What were the best tools you bought or used in 2018?

I review a lot of stuff (to the point where I stopped listing everything), but a few things stood out above the rest. Let’s see how many match what you are thinking of …

Yeah, this is just my list, and likely one of many out there – As a maker and a blogger I have to do a roundup at the end of the year. I think there is a law or something.

5. The Mosaic Palette 2

I am listing this one mostly for potential rather than my actual experience because I am still getting up and running with it and dialing it in after I wasted an entire day swearing at my Prusa.

They are Canadian but deliver out of the USA so the import duty stings a bit, and it is not cheap, but people are creating some wonderful multi-colour and multi-material prints with it already. My main priority is actually water soluble supports, but mixing TPU and PLA will be awesome too.

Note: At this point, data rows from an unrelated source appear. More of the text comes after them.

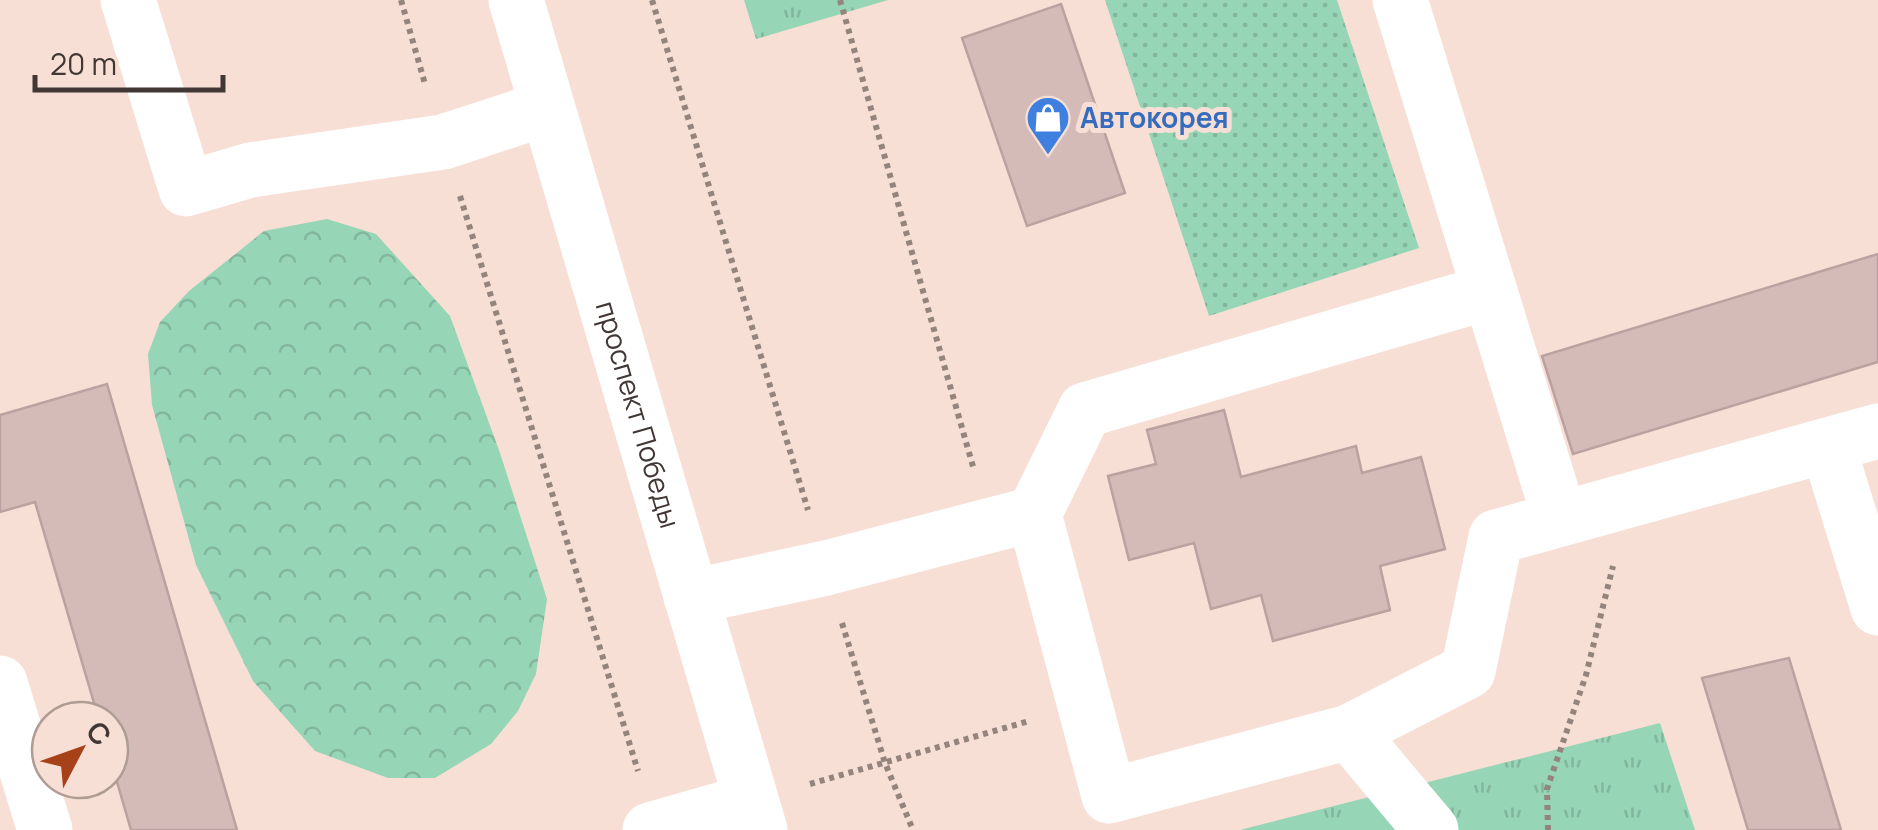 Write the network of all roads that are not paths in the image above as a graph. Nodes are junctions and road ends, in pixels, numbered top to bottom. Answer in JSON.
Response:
{"nodes":[{"id":1,"x":128,"y":0,"type":"edge"},
{"id":2,"x":516,"y":0,"type":"edge"},
{"id":3,"x":1400,"y":0,"type":"edge"},
{"id":4,"x":547,"y":108,"type":"junction"},
{"id":5,"x":1490,"y":292,"type":"junction"},
{"id":6,"x":1853,"y":438,"type":"edge"},
{"id":7,"x":1012,"y":519,"type":"junction"},
{"id":8,"x":1560,"y":519,"type":"junction"},
{"id":9,"x":691,"y":597,"type":"junction"},
{"id":10,"x":1878,"y":608,"type":"edge"},
{"id":11,"x":0,"y":683,"type":"edge"},
{"id":12,"x":1348,"y":732,"type":"junction"},
{"id":13,"x":756,"y":816,"type":"edge"},
{"id":14,"x":653,"y":829,"type":"edge"},
{"id":15,"x":46,"y":830,"type":"edge"},
{"id":16,"x":1431,"y":830,"type":"edge"}],
"edges":[{"from":1,"to":4,"type":"main road"},
{"from":2,"to":4,"type":"main road","name":"проспект Победы"},
{"from":3,"to":5,"type":"main road"},
{"from":4,"to":9,"type":"main road","name":"проспект Победы"},
{"from":5,"to":7,"type":"main road"},
{"from":5,"to":8,"type":"main road"},
{"from":6,"to":8,"type":"main road"},
{"from":6,"to":10,"type":"main road"},
{"from":7,"to":9,"type":"main road"},
{"from":7,"to":12,"type":"main road"},
{"from":8,"to":12,"type":"main road"},
{"from":9,"to":13,"type":"main road","name":"проспект Победы"},
{"from":11,"to":15,"type":"main road"},
{"from":12,"to":16,"type":"main road"},
{"from":13,"to":14,"type":"main road"}]}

While the Prusa was the weak link in my entire setup, I can see they are still working through some edge cases in the experience. My Palette has frozen a couple of times, but the new firmware has resolved many of the issues folks were having earlier.

Give it a month or two and it will be amazing.

4. Cura slicer

While I still use Simplify 3D mostly out of laziness, the last S3D update was a disaster. Ben advised me he had to roll back so I never upgraded. As the premium paid option, it should be far ahead of everything else, but sadly it slipped behind, and it is not cheap.

That is before we get into their DRM/licensing headaches. If you don’t already own Simplify 3D I wouldn’t recommend it going into 2019.

Cura, though? Wow guys! Open source and so. Many. Upgrades.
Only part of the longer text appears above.